Which is a challenge compounded by strategy. Unlike the Royal Air Force, who stuck to bombing Germany at night, American Army Air Force leadership decided to use B-17s and their air crews to conduct daylight bombing raids of specific military installations. The analog computing power of the Norden was integral for providing accurate targeting, but the large planes were susceptible to attack by anti-aircraft flak guns and Lutwaffe fighters, and Masters of the Air moves quickly to show us just how susceptible.

MASTERS OF THE AIR Ep 1-02

With no fighter escort of their own – that’ll come later, after a stunning amount of loss in lives and equipment – the B-17s are pretty badly shot up. Some don’t make it (“Tail to pilot: I didn’t see chutes!”), and after the squadron limps back to base, Cleven squats inside the belly of his aircraft, where bullets and chunks of flak have ripped gaping holes in its aluminum skin. They had hundreds of hours of flight training in Nebraska, none of it like the real thing. And suddenly Cleven understands how daunting this work will be as both a pilot and leader of men. “We’ve got a long road ahead of us,” he tells Egan as they remember their air crews who weren’t as fortunate.

The special effects in Masters of the Air are pretty impressive. It was impossible for the production to use the few airworthy B-17s that survive, so they fabricated partially operable replicas, and the practical stuff combines with digital wizardry to reveal an onboard environment that’s cramped, utilitarian, and particularly subject to the elements. It’s 50 degrees below zero at 25,000 feet. Crewmen are wrapped in heavy, sheepskin-lined leather coats and pants, and use personal oxygen tanks in the unpressurized cabin.

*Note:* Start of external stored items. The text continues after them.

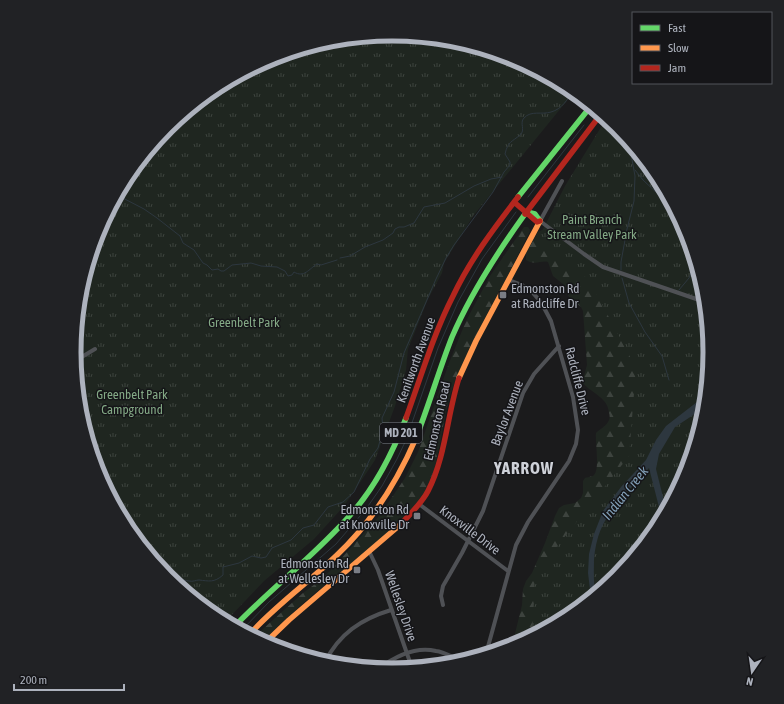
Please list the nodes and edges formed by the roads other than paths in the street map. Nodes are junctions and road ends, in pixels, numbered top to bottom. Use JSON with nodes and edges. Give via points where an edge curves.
{"nodes":[{"id":1,"x":588,"y":110,"type":"edge"},
{"id":2,"x":598,"y":119,"type":"edge"},
{"id":3,"x":562,"y":181,"type":"dead end"},
{"id":4,"x":514,"y":202,"type":"junction"},
{"id":5,"x":527,"y":212,"type":"junction"},
{"id":6,"x":540,"y":221,"type":"junction"},
{"id":7,"x":509,"y":280,"type":"junction"},
{"id":8,"x":698,"y":300,"type":"edge"},
{"id":9,"x":559,"y":346,"type":"junction"},
{"id":10,"x":95,"y":349,"type":"dead end"},
{"id":11,"x":81,"y":357,"type":"edge"},
{"id":12,"x":419,"y":504,"type":"junction"},
{"id":13,"x":468,"y":540,"type":"junction"},
{"id":14,"x":369,"y":551,"type":"junction"},
{"id":15,"x":508,"y":571,"type":"junction"},
{"id":16,"x":443,"y":604,"type":"dead end"},
{"id":17,"x":391,"y":610,"type":"junction"},
{"id":18,"x":238,"y":622,"type":"edge"},
{"id":19,"x":253,"y":631,"type":"edge"},
{"id":20,"x":270,"y":638,"type":"edge"},
{"id":21,"x":488,"y":647,"type":"edge"},
{"id":22,"x":407,"y":653,"type":"junction"},
{"id":23,"x":329,"y":656,"type":"edge"},
{"id":24,"x":451,"y":657,"type":"edge"},
{"id":25,"x":410,"y":662,"type":"edge"},
{"id":26,"x":387,"y":663,"type":"edge"}],
"edges":[{"from":1,"to":4,"type":"main road","name":"Kenilworth Avenue","number":"MD 201"},
{"from":2,"to":5,"type":"main road","name":"Kenilworth Avenue","number":"MD 201"},
{"from":3,"to":6,"type":"street","name":"Edmonston Road"},
{"from":4,"to":5,"type":"main road"},
{"from":4,"to":18,"type":"main road","name":"Kenilworth Avenue","number":"MD 201","via":[[483,245],[453,296],[432,342],[400,434],[376,480],[337,531]]},
{"from":5,"to":6,"type":"main road","via":[[533,212]]},
{"from":5,"to":19,"type":"main road","name":"Kenilworth Avenue","number":"MD 201","via":[[491,262],[463,312],[413,445],[385,498],[337,554]]},
{"from":6,"to":7,"type":"main road","name":"Edmonston Road"},
{"from":6,"to":8,"type":"street","via":[[603,267]]},
{"from":7,"to":9,"type":"street","name":"Radcliffe Drive","via":[[527,288],[541,302],[551,321]]},
{"from":7,"to":12,"type":"main road","name":"Edmonston Road","via":[[459,377],[450,405],[439,465],[428,492]]},
{"from":9,"to":13,"type":"street","name":"Baylor Avenue","via":[[534,374],[523,393],[483,511]]},
{"from":9,"to":15,"type":"street","name":"Radcliffe Drive","via":[[576,410],[576,444],[569,461],[519,537]]},
{"from":10,"to":11,"type":"street"},
{"from":12,"to":13,"type":"street","name":"Knoxville Drive"},
{"from":12,"to":14,"type":"main road","name":"Edmonston Road","via":[[401,524]]},
{"from":13,"to":15,"type":"street","name":"Knoxville Drive"},
{"from":13,"to":16,"type":"street","name":"Baylor Avenue","via":[[443,586]]},
{"from":14,"to":17,"type":"street","name":"Wellesley Drive"},
{"from":14,"to":20,"type":"main road","name":"Edmonston Road"},
{"from":15,"to":21,"type":"street","name":"Radcliffe Drive"},
{"from":17,"to":22,"type":"street","name":"Wellesley Drive"},
{"from":17,"to":23,"type":"street","via":[[370,617],[355,626],[338,642]]},
{"from":22,"to":24,"type":"street","via":[[427,650]]},
{"from":22,"to":25,"type":"street","name":"Wellesley Drive"},
{"from":22,"to":26,"type":"street"}]}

The masked-up crew and rapid cuts between the cockpits, turrets, and navigation stations makes for some confusion over who’s doing what on which plane, not to mention who’s surviving. But there’s also a lot of careful attention paid to the details. Flight checks and toggle switches, the mechanics of the ball turret, hard metal surfaces throughout, and the way men move through these spaces, nimbly or otherwise, make the in-flight portions of Masters an emerging highlight of the series. Now we just gotta keep track of everybody.

Barry Keoghan is along for this ride, too. As Lieutenant Curtis Biddick, he’s another B-17 pilot; Biddick’s also supposed to be from New York City, but the accent Keoghan’s doing is something all its own. We also briefly meet Raff Law as Sergeant Ken Lemmons, the 19-year-old crew chief of the 100th Bombing Group’s ground support crew, and later, Masters of the Air will further expand its cast with the addition of Nate Mann as bomber pilot Major Robert Rosenthal, and Ncuti Gatwa, Branden Cook, and Josiah Cross as pilots of the 332nd Fighter Group, better known as the Tuskegee Airmen. But for now, Masters is sticking with its core bomber crews, and especially the friendship between Cleven and Egan, as the Bloody Hundredth gets into the fight and takes its first licks. In June 1943, 36 bomb crews arrived at Thorpe Abbots in Norfolk, and in mere months 34 had been shot down. Maybe the solution to our not being able to properly track the cast lies in Masters of the Air revealing how quickly dangerous daylight bombing thinned the herd.